Agarradas às rochas também se encontram as lapas dos Açores. Muitas vezes abertas sobre uma chapa, e apenas regadas com sumo de limão, tem uma receita “com Molho Afonso”, que consiste em colocar num tacho azeite e cebola sem refogar, junta-se salsa picada, pimenta vermelha e pimenta. Não se deve juntar sal sem provar na fase final pelo sal que as lapas já trazem. Juntam-se as lapas e abana-se o tacho, sem mexer. Estão prontas. Se cozem demais ficam rijas. Também se faz arroz com as lapas sendo que estas só devem juntar-se no final para não cozerem em excesso.
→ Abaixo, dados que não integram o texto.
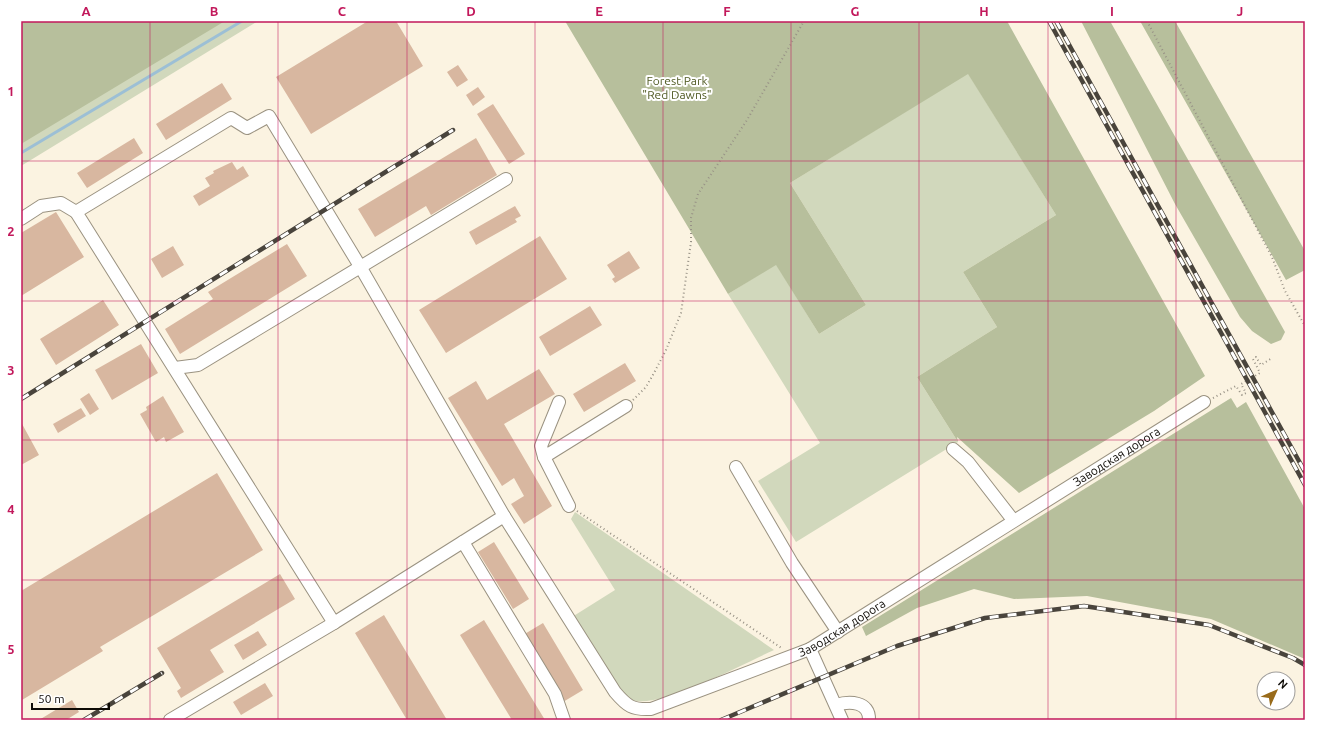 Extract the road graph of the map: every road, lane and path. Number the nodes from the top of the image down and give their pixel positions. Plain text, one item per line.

E chegam as ostras. Um produto delicado, de novo em grande criação no estuário do Sado. As ostras passaram por vários cozinhados, desde sopas, arrozes e outras confeções como gratinados, mas o verdadeiro apreciador que as ostras acabadas de abrir e apenas uns pingos de sumo de limão. Modernamente já tenho visto a substituir o sumo de limão vinagres adocicados. Em França continua a ser muito conhecida a ostra “portuguesa”, pequena e arredondada. Parece que esta designação terá sido atribuída porque, os barcos que saíam de Lisboa carregado, ao descarregar em França o nível dos barcos subia e revelava as ostras que estariam agarradas ao casco dos navios. Sabe-nos bem que continuem com essa designação!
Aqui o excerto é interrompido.